To visualize a 95% confidence interval in Matplotlib, you need to plot your main data line and fill the area around it representing the uncertainty range. This technique is commonly used in statistical plots to show the reliability of predictions or measurements.

Basic 95% Confidence Interval Plot

Here's how to create a confidence interval visualization with synthetic data ?

import matplotlib.pyplot as plt
import numpy as np

# Set figure size
plt.rcParams["figure.figsize"] = [7.50, 3.50]
plt.rcParams["figure.autolayout"] = True

# Create sample data
x = np.arange(0, 10, 0.05)
y = np.sin(x)

# Define the confidence interval (95% means ±1.96 standard deviations)
ci = 0.1 * np.std(y) / np.mean(y)

# Plot the main line
plt.plot(x, y, color='black', lw=2, label='Data')

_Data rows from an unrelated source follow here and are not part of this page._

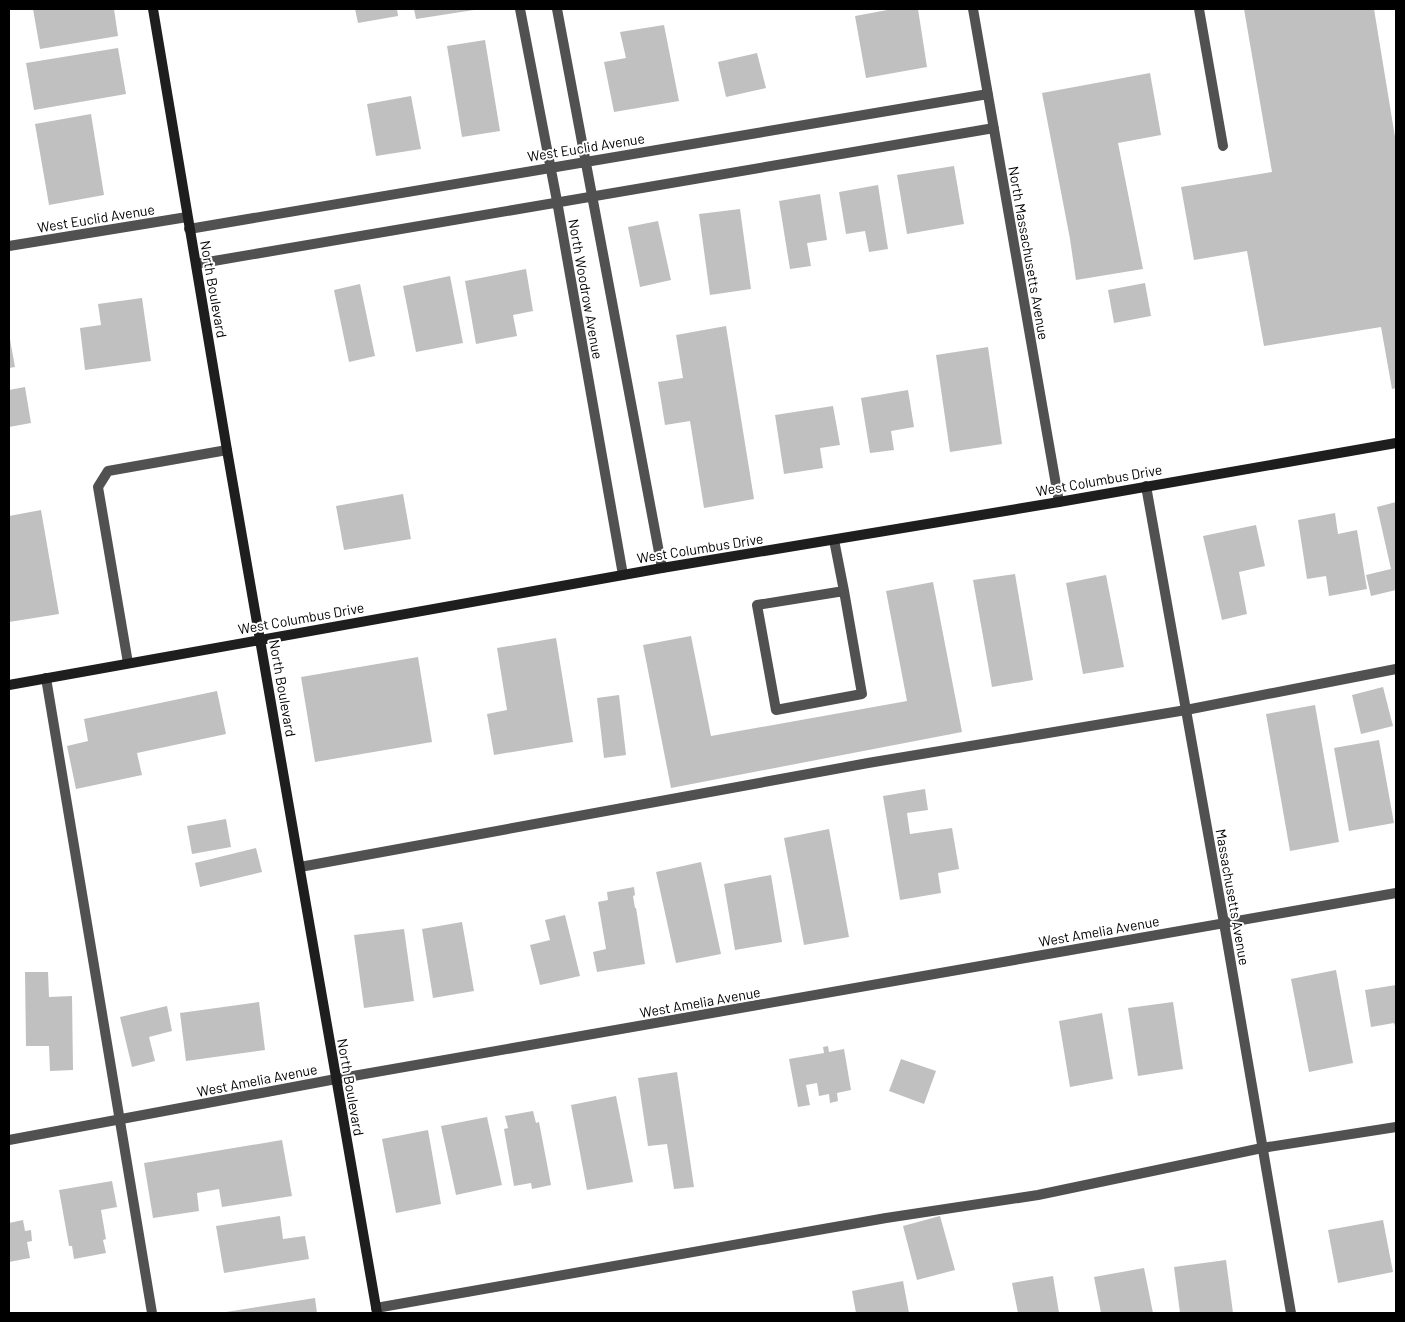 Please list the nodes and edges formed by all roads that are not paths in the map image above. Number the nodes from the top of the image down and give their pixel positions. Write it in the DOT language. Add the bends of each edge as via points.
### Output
graph roads {
  1 [pos="153,9"];
  2 [pos="520,9"];
  3 [pos="557,9"];
  4 [pos="973,9"];
  5 [pos="1199,9"];
  6 [pos="988,94"];
  7 [pos="994,128"];
  8 [pos="1223,146"];
  9 [pos="587,161"];
  10 [pos="550,167"];
  11 [pos="593,196"];
  12 [pos="557,201"];
  13 [pos="187,217"];
  14 [pos="189,229"];
  15 [pos="9,246"];
  16 [pos="196,264"];
  17 [pos="1396,443"];
  18 [pos="227,450"];
  19 [pos="1146,486"];
  20 [pos="1058,502"];
  21 [pos="834,540"];
  22 [pos="662,568"];
  23 [pos="623,575"];
  24 [pos="844,591"];
  25 [pos="260,639"];
  26 [pos="128,663"];
  27 [pos="1396,668"];
  28 [pos="46,678"];
  29 [pos="9,685"];
  30 [pos="1186,710"];
  31 [pos="300,867"];
  32 [pos="1396,893"];
  33 [pos="1224,923"];
  34 [pos="336,1080"];
  35 [pos="119,1120"];
  36 [pos="1396,1126"];
  37 [pos="9,1140"];
  38 [pos="1262,1148"];
  39 [pos="377,1311"];
  40 [pos="152,1313"];
  41 [pos="1291,1313"];
  1 -- 13 [label="main road, North Boulevard"];
  2 -- 10 [label="street, North Woodrow Avenue"];
  3 -- 9 [label="street, North Woodrow Avenue"];
  4 -- 6 [label="street, North Massachusetts Avenue"];
  5 -- 8 [label="street"];
  6 -- 7 [label="street, North Massachusetts Avenue"];
  6 -- 9 [label="street, West Euclid Avenue"];
  7 -- 11 [label="street"];
  7 -- 20 [label="street, North Massachusetts Avenue"];
  9 -- 10 [label="street, West Euclid Avenue"];
  9 -- 11 [label="street, North Woodrow Avenue"];
  10 -- 12 [label="street, North Woodrow Avenue"];
  10 -- 14 [label="street, West Euclid Avenue"];
  11 -- 12 [label="street"];
  11 -- 22 [label="street, North Woodrow Avenue"];
  12 -- 16 [label="street"];
  12 -- 23 [label="street, North Woodrow Avenue"];
  13 -- 14 [label="main road, North Boulevard"];
  13 -- 15 [label="street, West Euclid Avenue"];
  14 -- 16 [label="main road, North Boulevard"];
  16 -- 18 [label="main road, North Boulevard"];
  17 -- 19 [label="main road, West Columbus Drive"];
  18 -- 25 [label="main road, North Boulevard"];
  18 -- 26 [label="street" via="108,471 98,487"];
  19 -- 20 [label="main road, West Columbus Drive"];
  19 -- 30 [label="street, Massachusetts Avenue"];
  20 -- 21 [label="main road, West Columbus Drive"];
  21 -- 22 [label="main road, West Columbus Drive"];
  21 -- 24 [label="street"];
  22 -- 23 [label="main road, West Columbus Drive"];
  23 -- 25 [label="main road, West Columbus Drive"];
  24 -- 24 [label="street" via="862,694 776,710 757,605"];
  25 -- 26 [label="main road, West Columbus Drive"];
  25 -- 31 [label="main road, North Boulevard"];
  26 -- 28 [label="main road, West Columbus Drive"];
  27 -- 30 [label="street"];
  28 -- 29 [label="main road, West Columbus Drive"];
  28 -- 35 [label="street"];
  30 -- 31 [label="street" via="868,763"];
  30 -- 33 [label="street, Massachusetts Avenue"];
  31 -- 34 [label="main road, North Boulevard"];
  32 -- 33 [label="street, West Amelia Avenue"];
  33 -- 34 [label="street, West Amelia Avenue"];
  33 -- 38 [label="street, Massachusetts Avenue"];
  34 -- 35 [label="street, West Amelia Avenue"];
  34 -- 39 [label="main road, North Boulevard"];
  35 -- 37 [label="street, West Amelia Avenue"];
  35 -- 40 [label="street"];
  36 -- 38 [label="street"];
  38 -- 39 [label="street" via="1038,1195 886,1218"];
  38 -- 41 [label="street, Massachusetts Avenue"];
}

# Fill the confidence interval area
plt.fill_between(x, (y-ci), (y+ci), color='blue', alpha=0.3, label='95% CI')

plt.xlabel('X values')
plt.ylabel('Y values')
plt.title('95% Confidence Interval Visualization')
plt.legend()
plt.show()

Realistic Statistical Example

Here's a more practical example using regression data with proper confidence intervals ?

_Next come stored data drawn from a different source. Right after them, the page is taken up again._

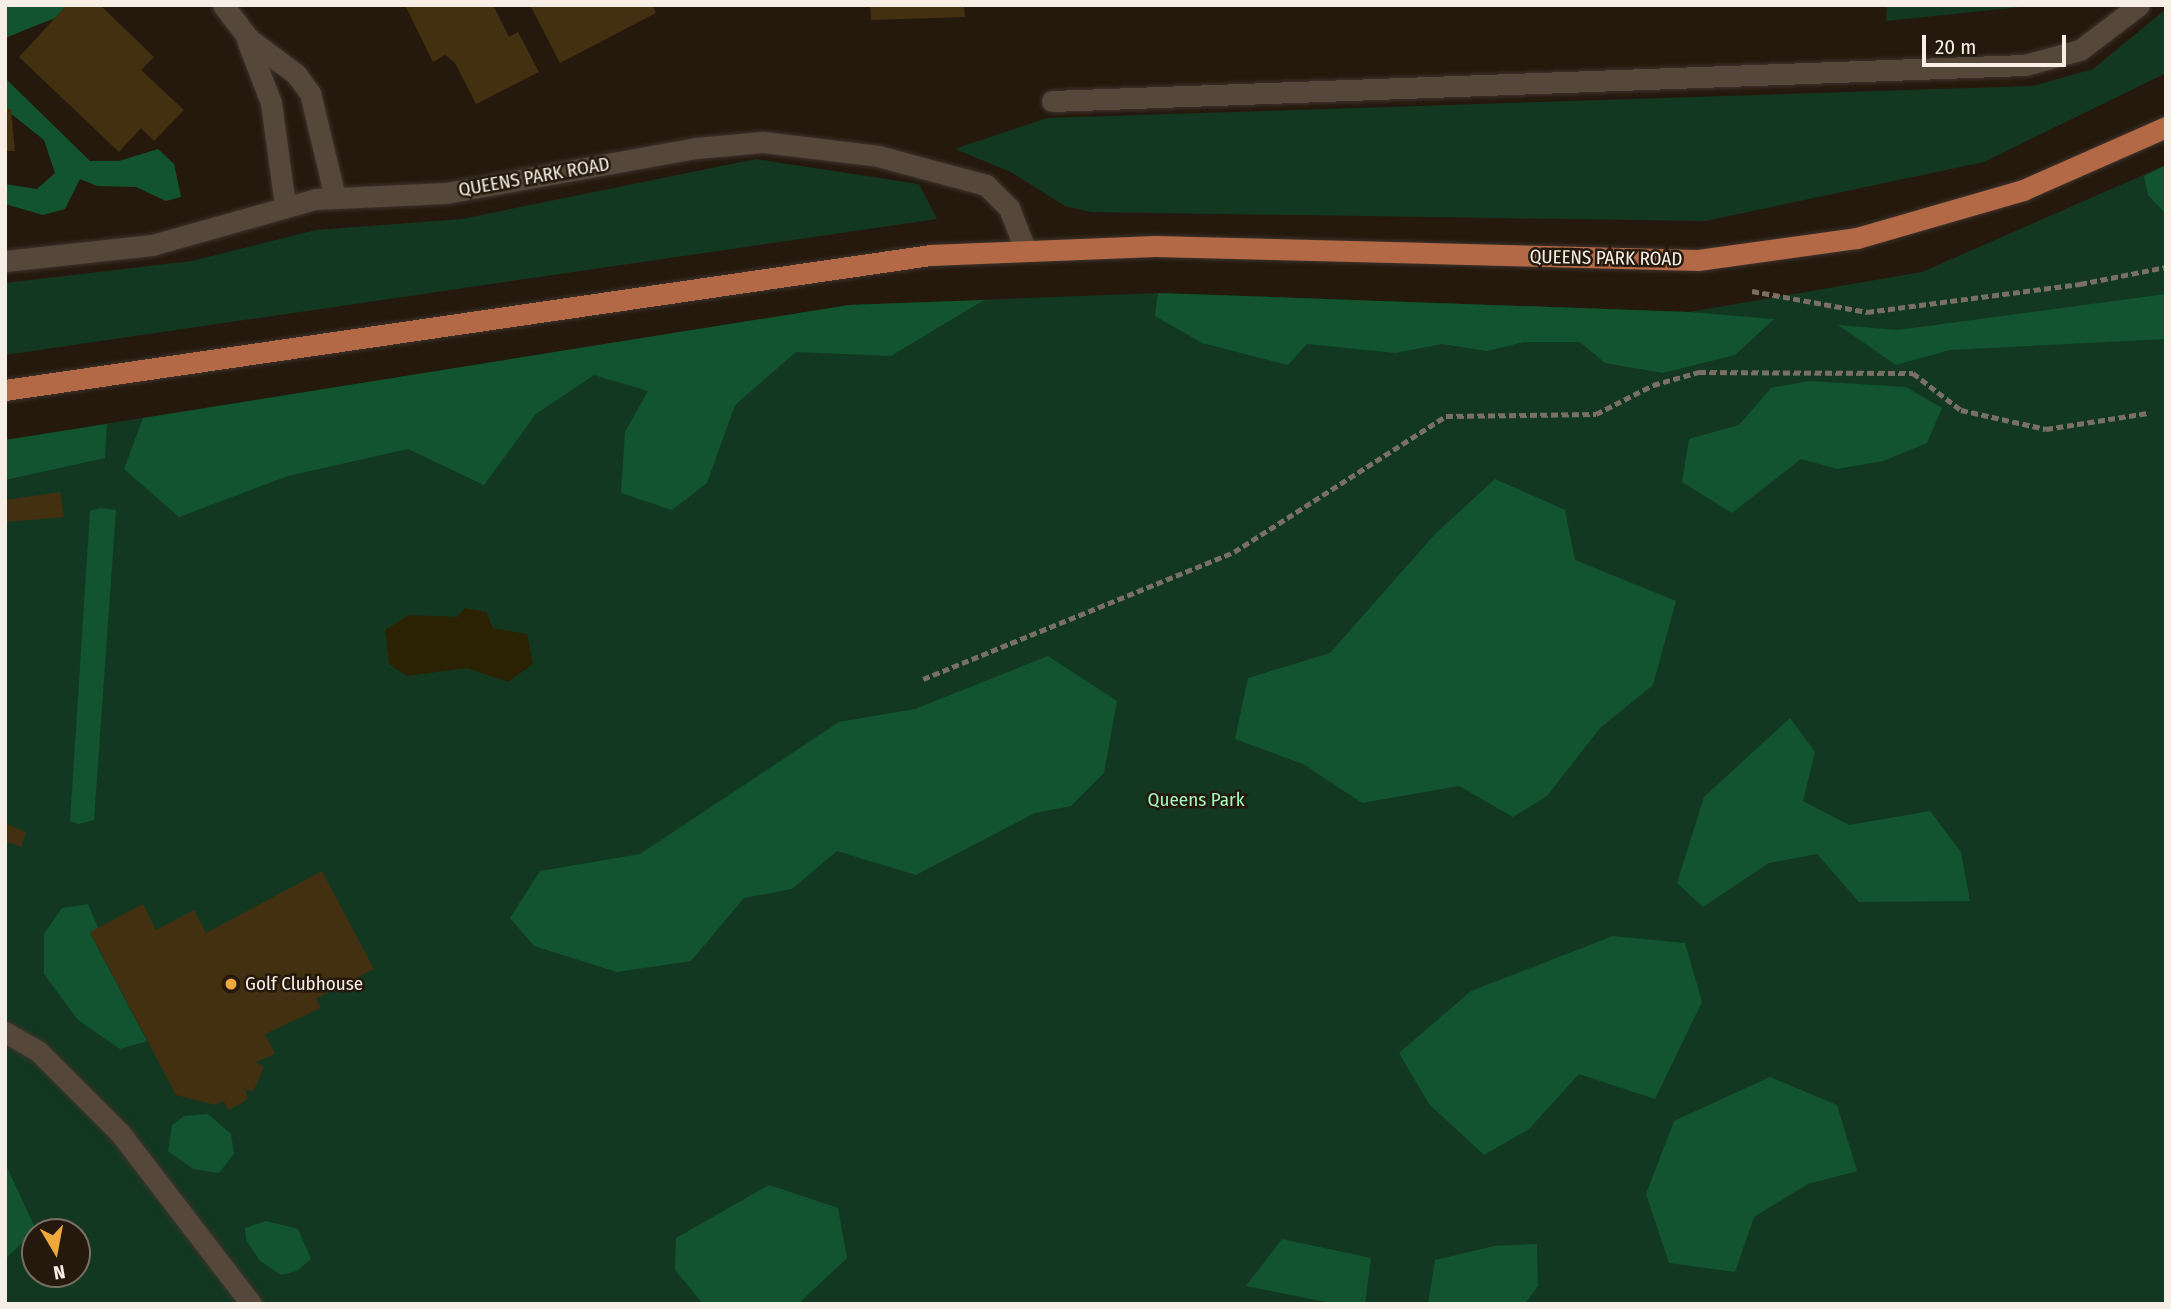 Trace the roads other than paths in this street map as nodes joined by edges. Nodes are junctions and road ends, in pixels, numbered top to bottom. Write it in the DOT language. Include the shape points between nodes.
graph roads {
  1 [pos="223,5"];
  2 [pos="2139,5"];
  3 [pos="243,32"];
  4 [pos="1052,101"];
  5 [pos="2166,127"];
  6 [pos="335,197"];
  7 [pos="285,205"];
  8 [pos="1025,249"];
  9 [pos="5,261"];
  10 [pos="5,390"];
  11 [pos="5,1032"];
  12 [pos="251,1304"];
  1 -- 3 [label="street"];
  2 -- 4 [label="street" via="2080,50 2025,65"];
  3 -- 6 [label="street" via="296,75 310,93"];
  3 -- 7 [label="street" via="271,103"];
  5 -- 8 [label="main road, QUEENS PARK ROAD" via="2022,190 1857,238 1698,260 1155,246"];
  6 -- 7 [label="street, QUEENS PARK ROAD"];
  6 -- 8 [label="street, QUEENS PARK ROAD" via="446,193 695,148 784,142 891,159 986,185 1006,202"];
  7 -- 9 [label="street, QUEENS PARK ROAD" via="152,245"];
  8 -- 10 [label="main road, QUEENS PARK ROAD" via="846,265"];
  11 -- 12 [label="street" via="38,1051 120,1133"];
}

import matplotlib.pyplot as plt
import numpy as np
from scipy import stats

# Generate sample data with noise
np.random.seed(42)
x = np.linspace(0, 10, 50)
true_y = 2 * x + 1
noise = np.random.normal(0, 2, len(x))
y_observed = true_y + noise

# Perform linear regression
slope, intercept, r_value, p_value, std_err = stats.linregress(x, y_observed)
y_predicted = slope * x + intercept

# Calculate 95% confidence interval
# For 95% CI, use t-distribution critical value
n = len(x)
t_val = stats.t.ppf(0.975, n-2)  # 95% confidence level
residuals = y_observed - y_predicted
mse = np.sum(residuals**2) / (n - 2)
se_pred = np.sqrt(mse * (1/n + (x - np.mean(x))**2 / np.sum((x - np.mean(x))**2)))
ci_95 = t_val * se_pred

# Create the plot
plt.figure(figsize=(10, 6))
plt.scatter(x, y_observed, alpha=0.6, color='red', label='Observed Data')
plt.plot(x, y_predicted, color='blue', linewidth=2, label='Regression Line')
plt.fill_between(x, y_predicted - ci_95, y_predicted + ci_95, 
                 color='blue', alpha=0.2, label='95% Confidence Interval')

plt.xlabel('X values')
plt.ylabel('Y values')
plt.title('Linear Regression with 95% Confidence Interval')
plt.legend()
plt.grid(True, alpha=0.3)
plt.show()

Key Parameters

• fill_between() − Fills area between two curves
• alpha − Controls transparency (0.2-0.3 works well for CI bands)
• color − Should complement your main line color
• label − Important for legend clarity

Common Use Cases

• Regression analysis − Show prediction uncertainty
• Time series forecasting − Display forecast confidence
• Scientific measurements − Represent measurement error
• A/B testing results − Show statistical significance

Conclusion

Use fill_between() with appropriate alpha transparency to visualize confidence intervals. For statistical accuracy, calculate proper confidence bounds using t-distribution critical values rather than simple standard deviation multiples.